Hamann und Hofmann sind sich augenscheinlich über die Richtung ihres Jahrbuchs selbst noch nicht ganz klar. Das Jijé-Dossier spricht einen ganz anderen Leserkreis an als etwa Georg F. W. Tempels Beitrag «Manga in Deutschland. Eine Geschichte der Mißverständnisse». Man versucht einen Spagat zwischen dem an Auflagen und Verkaufszahlen interessierten Fachpublikum und an Inhalten orientierten Kultur- und Comicfreunden. Daß die 25 beteiligten Autoren unterschiedlich schreiben, ist unvermeidlich. Dieser Kreis habe sich ergeben, sagt Hamann. Er ist daran interessiert, daß sie längerfristig «ein gutes Abbild der Szene widerspiegeln».
Und in einer anderen Hinsicht hat man sich noch nicht richtig festgelegt: Zur Promotion des neuen Magazins wurde eine Internetpräsenz aufgebaut. Aus ihr hat sich, nach Aussage der Macher, ein Nachrichtenportal entwickelt, in dem inzwischen täglich ein bis drei Texte neu veröffentlicht werden. Die Redaktion verrät zwar nicht, wie viele Besucher die Seite hat, ist aber stolz darauf, daß mehr als die Hälfte von ihnen sich hier mehrmals pro Woche umsieht. Parallel hat sich ein Diskussionsforum unter dem Dach des comicforums etabliert, das rege genutzt wird, um etwa Themen des Comichandels zu besprechen.

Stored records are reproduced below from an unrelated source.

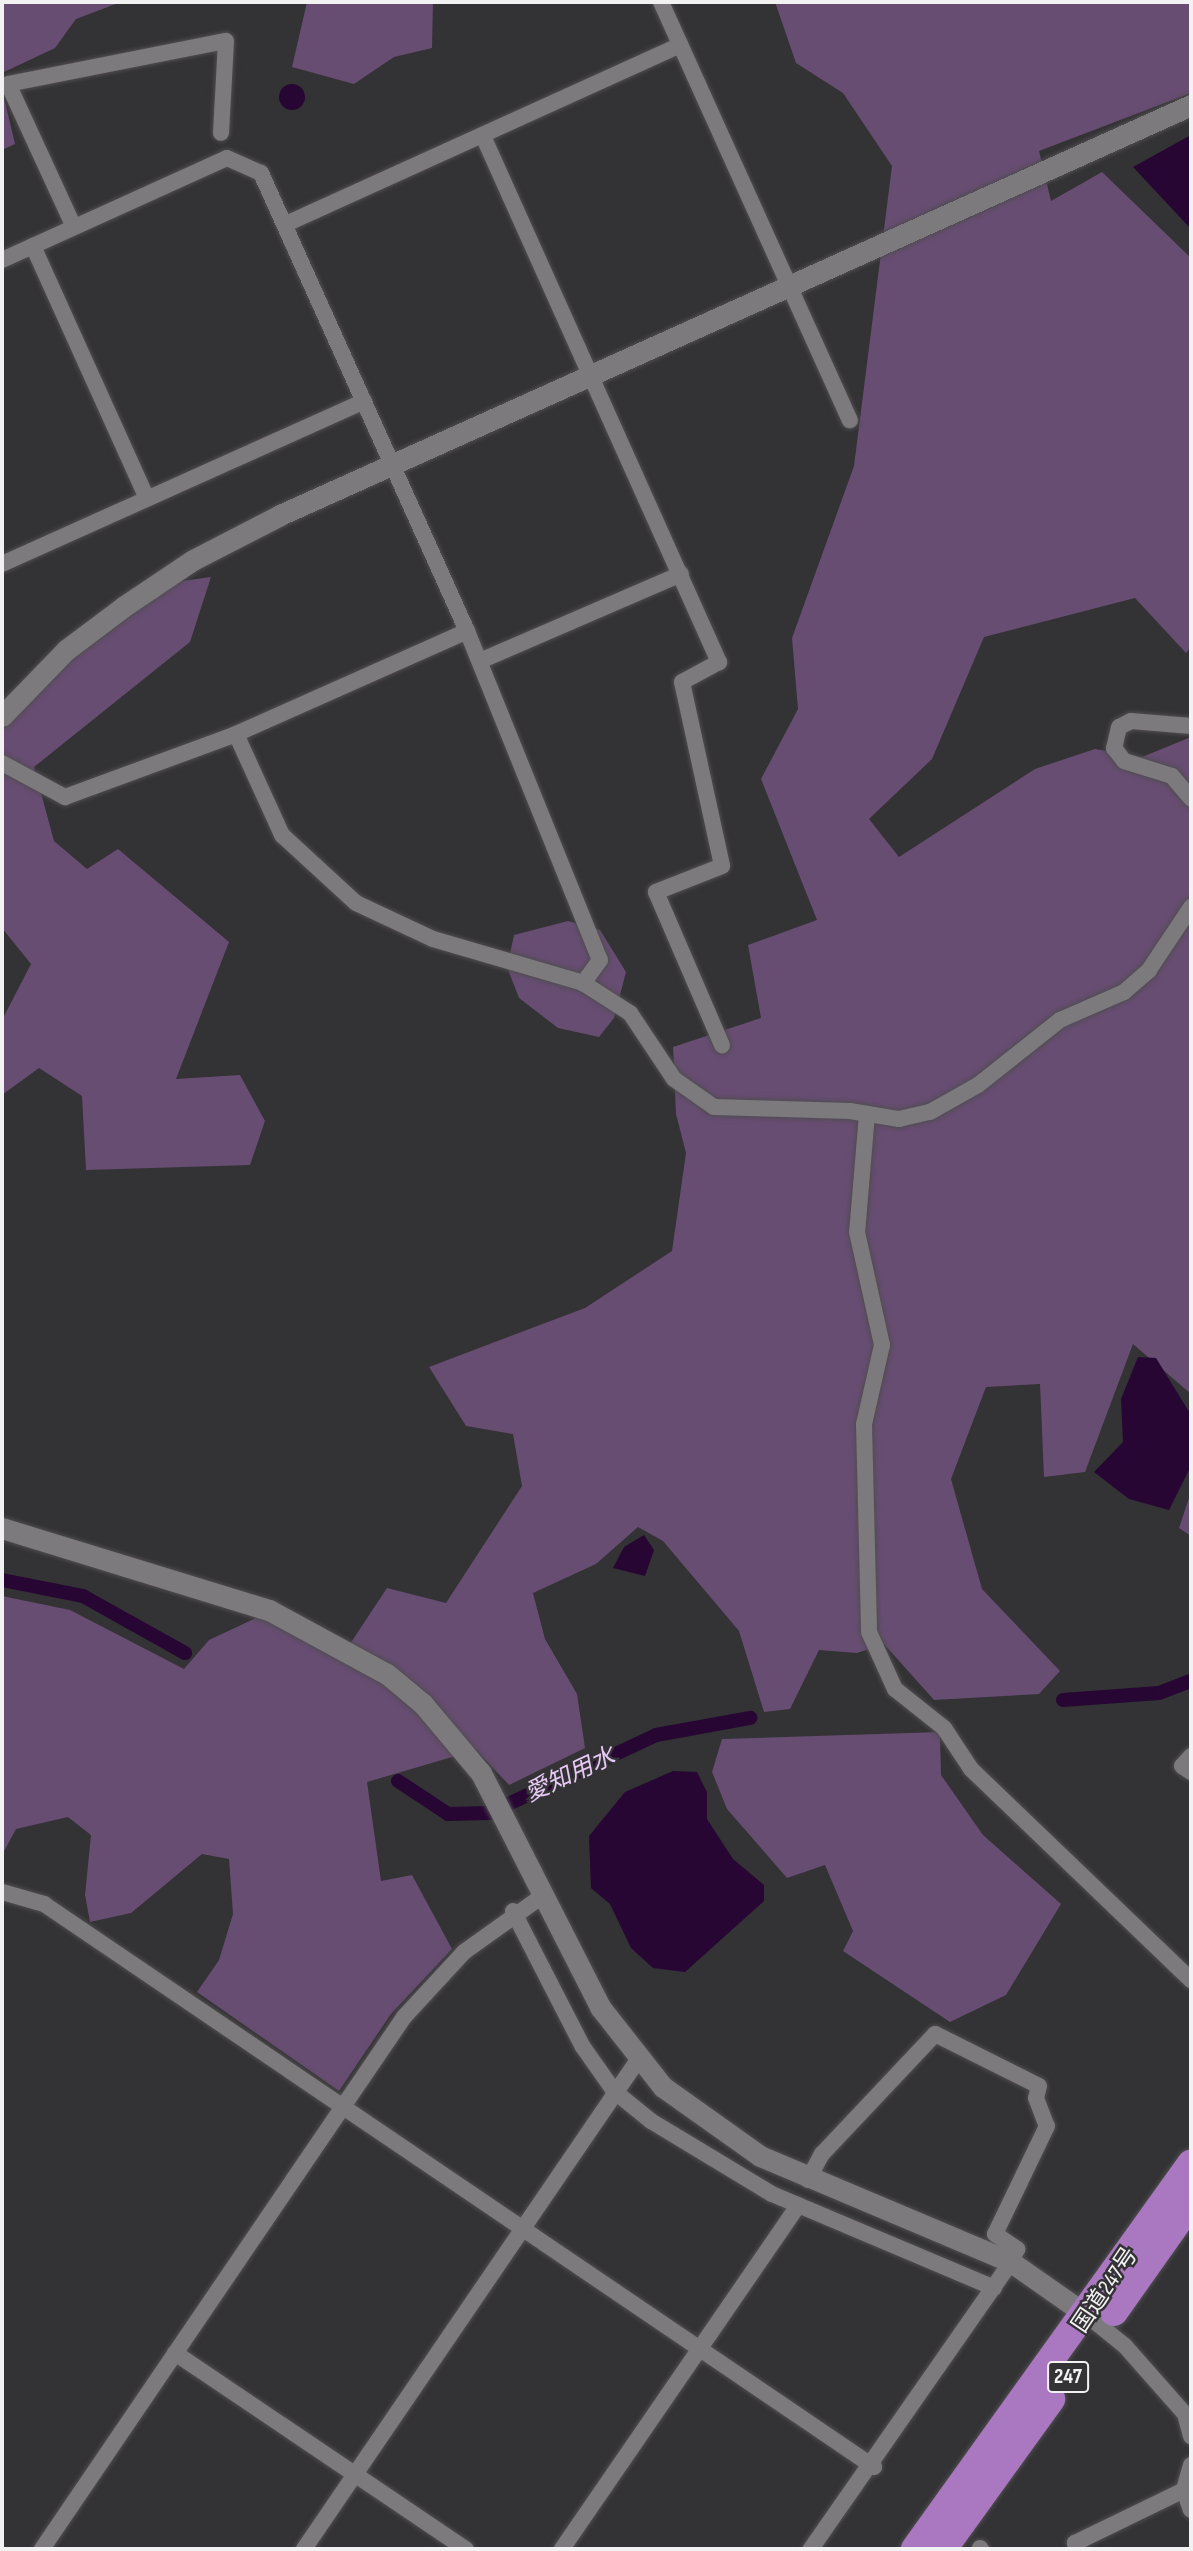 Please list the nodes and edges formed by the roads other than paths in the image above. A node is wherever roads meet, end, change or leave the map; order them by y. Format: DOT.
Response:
graph roads {
  1 [pos="661,2"];
  2 [pos="680,46"];
  3 [pos="1191,105"];
  4 [pos="221,133"];
  5 [pos="483,136"];
  6 [pos="286,224"];
  7 [pos="73,225"];
  8 [pos="33,246"];
  9 [pos="2,260"];
  10 [pos="788,287"];
  11 [pos="589,377"];
  12 [pos="364,401"];
  13 [pos="850,420"];
  14 [pos="391,464"];
  15 [pos="147,498"];
  16 [pos="2,564"];
  17 [pos="681,574"];
  18 [pos="467,631"];
  19 [pos="480,661"];
  20 [pos="2,716"];
  21 [pos="1191,726"];
  22 [pos="236,734"];
  23 [pos="4,764"];
  24 [pos="1191,799"];
  25 [pos="1191,907"];
  26 [pos="583,983"];
  27 [pos="722,1045"];
  28 [pos="867,1114"];
  29 [pos="2,1528"];
  30 [pos="1191,1756"];
  31 [pos="1191,1772"];
  32 [pos="2,1892"];
  33 [pos="544,1895"];
  34 [pos="513,1911"];
  35 [pos="1191,1980"];
  36 [pos="638,2060"];
  37 [pos="614,2091"];
  38 [pos="342,2104"];
  39 [pos="1191,2164"];
  40 [pos="808,2180"];
  41 [pos="1191,2203"];
  42 [pos="798,2205"];
  43 [pos="522,2227"];
  44 [pos="1011,2262"];
  45 [pos="994,2288"];
  46 [pos="1095,2322"];
  47 [pos="701,2350"];
  48 [pos="175,2353"];
  49 [pos="1188,2412"];
  50 [pos="1191,2436"];
  51 [pos="1191,2465"];
  52 [pos="874,2467"];
  53 [pos="355,2474"];
  54 [pos="1184,2490"];
  55 [pos="1191,2510"];
  56 [pos="42,2549"];
  57 [pos="304,2549"];
  58 [pos="466,2549"];
  59 [pos="562,2549"];
  60 [pos="811,2549"];
  61 [pos="915,2549"];
  62 [pos="943,2549"];
  63 [pos="1078,2549"];
  1 -- 2 [label="street"];
  2 -- 5 [label="street"];
  2 -- 10 [label="street"];
  3 -- 10 [label="street"];
  4 -- 7 [label="street"];
  5 -- 6 [label="street"];
  5 -- 11 [label="street"];
  6 -- 7 [label="street"];
  6 -- 12 [label="street"];
  7 -- 8 [label="street"];
  8 -- 9 [label="street"];
  8 -- 15 [label="street"];
  10 -- 11 [label="street"];
  10 -- 13 [label="street"];
  11 -- 14 [label="street"];
  11 -- 17 [label="street"];
  12 -- 14 [label="street"];
  12 -- 15 [label="street"];
  14 -- 18 [label="street"];
  14 -- 20 [label="street"];
  15 -- 16 [label="street"];
  17 -- 19 [label="street"];
  17 -- 27 [label="street"];
  18 -- 19 [label="street"];
  18 -- 22 [label="street"];
  19 -- 26 [label="street"];
  21 -- 24 [label="street"];
  22 -- 23 [label="street"];
  22 -- 26 [label="street"];
  25 -- 28 [label="street"];
  26 -- 28 [label="street"];
  28 -- 35 [label="street"];
  29 -- 33 [label="street"];
  30 -- 31 [label="street"];
  32 -- 38 [label="street"];
  33 -- 34 [label="street"];
  33 -- 36 [label="street"];
  34 -- 37 [label="street"];
  34 -- 38 [label="street"];
  36 -- 37 [label="street"];
  36 -- 40 [label="street"];
  37 -- 42 [label="street"];
  37 -- 43 [label="street"];
  38 -- 43 [label="street"];
  38 -- 48 [label="street"];
  39 -- 46 [label="highway, 国道247号 / 247"];
  40 -- 44 [label="street"];
  40 -- 44 [label="street"];
  41 -- 46 [label="highway, 国道247号 / 247"];
  42 -- 45 [label="street"];
  42 -- 47 [label="street"];
  43 -- 47 [label="street"];
  43 -- 53 [label="street"];
  44 -- 45 [label="street"];
  44 -- 46 [label="street"];
  45 -- 52 [label="street"];
  46 -- 49 [label="street"];
  46 -- 61 [label="highway, 国道247号 / 247"];
  46 -- 62 [label="highway, 国道247号 / 247"];
  47 -- 52 [label="street"];
  47 -- 59 [label="street"];
  48 -- 53 [label="street"];
  48 -- 56 [label="street"];
  49 -- 50 [label="street"];
  51 -- 54 [label="street"];
  52 -- 60 [label="street"];
  53 -- 57 [label="street"];
  53 -- 58 [label="street"];
  54 -- 55 [label="street"];
  54 -- 63 [label="street"];
}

Der Handel soll überhaupt vom «Comic Report» genauer betrachtet werden. Die Fachhändler seien sehr interessiert, mehr als bisher zu Wort zu kommen. Umgekehrt ist von den Comicläden vielleicht noch besser als von den Verlagen zu erfahren, welche Comics beim Leser ankommen, nach welchen Kriterien er einkauft und wie sich die Vorlieben ändern. Ursprünglich seien die meisten Comichändler Fans gewesen, sagt Hamann dazu, und viele von ihnen seien seit den 80er Jahren auf der Strecke geblieben – das sei auch ein Grund, warum sich Fachautoren nur in geringem Maß an sie gewandt hätten. Diejenigen, die überlebten, hätten sich inzwischen professionalisiert und hätten daher auch weniger Vorbehalte, über ihre wirtschaftliche Lage zu sprechen. Ähnliches gelte für einige Buchhändler, die bekanntlich über die Manga und neuerdings über die Graphic Novels mit dem Comicgeschäft näher in Kontakt gekommen sind.
Sollte der «Comic Report» dieses Feld erschließen, so würde er tatsächlich einen wertvollen Beitrag zur Information in der und über die Comicszene leisten.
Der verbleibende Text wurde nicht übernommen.